Crônica

Crônica Em nome da filha por Eliana Jacob



Crônica Em nome da filha por Eliana Jacob

Nosso carro passava  devagar em frente ao bar da esquina, quando ela disse: “É aqui!”. Estacionamos e ela desceu para falar com o pai. Tínhamos sido escolhidos para apadrinhá-la num evento para jovens promovido pela igreja. Os pais eram separados e ela morava com a mãe e o padrasto. Nossa tarefa era levá-la para dois dias de imersão com outros jovens; haveria palestras, depoimentos, música, tudo para que pudessem sair dali renovados.

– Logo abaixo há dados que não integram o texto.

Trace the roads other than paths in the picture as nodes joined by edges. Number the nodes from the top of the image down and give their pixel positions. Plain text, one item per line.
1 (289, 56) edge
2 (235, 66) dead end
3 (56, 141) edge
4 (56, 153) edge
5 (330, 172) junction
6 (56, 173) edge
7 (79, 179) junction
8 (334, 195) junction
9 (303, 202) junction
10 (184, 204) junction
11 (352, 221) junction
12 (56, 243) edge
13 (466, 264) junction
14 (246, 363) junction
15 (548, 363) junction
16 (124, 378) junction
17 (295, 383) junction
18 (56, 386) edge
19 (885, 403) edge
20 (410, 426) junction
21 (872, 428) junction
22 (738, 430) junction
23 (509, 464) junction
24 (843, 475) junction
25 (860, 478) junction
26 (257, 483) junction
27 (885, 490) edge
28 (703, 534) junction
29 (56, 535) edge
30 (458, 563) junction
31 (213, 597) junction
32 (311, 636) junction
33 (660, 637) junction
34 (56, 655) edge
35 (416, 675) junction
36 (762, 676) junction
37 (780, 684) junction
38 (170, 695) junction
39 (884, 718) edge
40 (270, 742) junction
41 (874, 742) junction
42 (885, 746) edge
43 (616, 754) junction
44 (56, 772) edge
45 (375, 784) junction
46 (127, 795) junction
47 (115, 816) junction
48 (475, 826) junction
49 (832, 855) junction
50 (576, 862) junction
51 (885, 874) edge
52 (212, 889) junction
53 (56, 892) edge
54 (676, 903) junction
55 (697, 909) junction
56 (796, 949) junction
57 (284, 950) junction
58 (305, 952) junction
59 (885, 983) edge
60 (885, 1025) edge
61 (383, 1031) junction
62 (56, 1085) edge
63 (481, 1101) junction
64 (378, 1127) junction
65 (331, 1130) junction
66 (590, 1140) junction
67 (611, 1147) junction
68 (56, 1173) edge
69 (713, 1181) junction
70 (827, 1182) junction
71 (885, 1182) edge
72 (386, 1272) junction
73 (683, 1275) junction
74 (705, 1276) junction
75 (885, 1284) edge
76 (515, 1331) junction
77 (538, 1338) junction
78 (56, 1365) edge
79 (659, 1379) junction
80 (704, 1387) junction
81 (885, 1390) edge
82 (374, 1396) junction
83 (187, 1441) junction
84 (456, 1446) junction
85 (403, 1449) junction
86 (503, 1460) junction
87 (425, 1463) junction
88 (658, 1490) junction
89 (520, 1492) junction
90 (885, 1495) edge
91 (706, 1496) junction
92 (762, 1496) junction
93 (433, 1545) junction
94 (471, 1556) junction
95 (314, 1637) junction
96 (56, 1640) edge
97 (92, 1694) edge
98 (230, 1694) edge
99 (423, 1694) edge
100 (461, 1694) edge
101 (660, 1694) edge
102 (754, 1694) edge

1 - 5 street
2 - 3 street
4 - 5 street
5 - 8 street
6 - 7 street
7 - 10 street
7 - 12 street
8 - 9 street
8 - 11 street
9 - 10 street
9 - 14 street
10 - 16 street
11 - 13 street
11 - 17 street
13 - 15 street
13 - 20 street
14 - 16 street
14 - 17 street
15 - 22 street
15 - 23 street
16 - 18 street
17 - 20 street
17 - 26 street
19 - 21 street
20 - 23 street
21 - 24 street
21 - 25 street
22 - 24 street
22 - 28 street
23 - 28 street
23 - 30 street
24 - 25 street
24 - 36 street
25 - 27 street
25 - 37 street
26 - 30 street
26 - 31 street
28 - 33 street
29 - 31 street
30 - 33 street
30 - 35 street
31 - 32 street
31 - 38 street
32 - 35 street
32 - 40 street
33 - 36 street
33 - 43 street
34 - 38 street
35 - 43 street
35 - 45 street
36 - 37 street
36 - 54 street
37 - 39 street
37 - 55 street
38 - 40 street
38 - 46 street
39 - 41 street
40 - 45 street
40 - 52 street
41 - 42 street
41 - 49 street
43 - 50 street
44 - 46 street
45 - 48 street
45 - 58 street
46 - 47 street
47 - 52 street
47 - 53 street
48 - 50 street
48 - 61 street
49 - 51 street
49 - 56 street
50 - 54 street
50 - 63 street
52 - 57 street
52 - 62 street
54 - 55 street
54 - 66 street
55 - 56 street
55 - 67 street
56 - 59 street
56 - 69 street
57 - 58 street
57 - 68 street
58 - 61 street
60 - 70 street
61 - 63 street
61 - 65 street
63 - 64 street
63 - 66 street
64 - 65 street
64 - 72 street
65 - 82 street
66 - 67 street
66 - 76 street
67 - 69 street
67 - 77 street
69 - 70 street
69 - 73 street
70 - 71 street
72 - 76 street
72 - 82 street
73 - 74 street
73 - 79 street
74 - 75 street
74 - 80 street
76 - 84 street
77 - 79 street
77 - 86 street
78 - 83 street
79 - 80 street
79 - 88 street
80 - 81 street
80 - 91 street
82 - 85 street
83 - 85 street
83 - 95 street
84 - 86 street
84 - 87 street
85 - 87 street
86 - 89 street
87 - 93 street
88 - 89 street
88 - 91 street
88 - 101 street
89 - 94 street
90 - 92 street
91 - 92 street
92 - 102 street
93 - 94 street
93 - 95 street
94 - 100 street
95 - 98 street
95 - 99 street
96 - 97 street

No domingo, nós a acompanharíamos na missa, ao lado de seus pais e seu padrasto.
Assim o fizemos, mas descobrimos desde o início que os laços entre eles eram frágeis; na verdade, o pai e o padrasto não se davam. Como estávamos estreando naquele papel, ficamos ansiosos, preocupados com a responsabilidade depositada em nós. E se um deles não fosse à missa? O que faríamos para não desapontar a filha?
Ela conversou com o pai, ficamos observando de longe. Ele disse poucas palavras e ela voltou para o carro. Estava aparentemente feliz: “Ele disse que vai”. Fomos embora, não restava fazer outra coisa a não ser esperar.
No domingo,  chegamos à igreja; seu pai e sua avó esperavam lá fora; os outros já estavam lá dentro. Os bancos da frente eram reservados aos pais; quando começasse a cerimônia, os filhos se juntariam a eles.  Isso me preocupou. Será que vão se sentar lado a lado?
Explicamos para o pai que ele deveria se sentar lá frente também e ele nos acompanhou. Encontramos o padrasto e a mãe no corredor central da igreja e, de início, um clima desconcertante se estabeleceu. Mas para nossa surpresa, o que veio em seguida nos impactou profundamente. O padrasto estendeu a mão ao pai  e perguntou: “Amigos?” Houve  um longo instante de estranhamento, de susto talvez!  E  o outro, estendendo a mão, respondeu : “Amigos!”
Isso aconteceu há uns quinze anos, mais talvez!  Entretanto, o que senti naquele momento foi uma emoção diferente:  uma alegria silenciosa, uma vontade de fechar os olhos e só respirar, não pensar em nada. Fiz poucas coisas importantes na vida, essa foi uma delas.
Não tive mais notícias daquela família, não sei se a amizade realmente se firmou, se continuaram se vendo, se falando. Só sei que naquele dia, diante de Deus, eles fizeram um pacto. Com certeza, em nome da felicidade da filha. Para mim, bastou!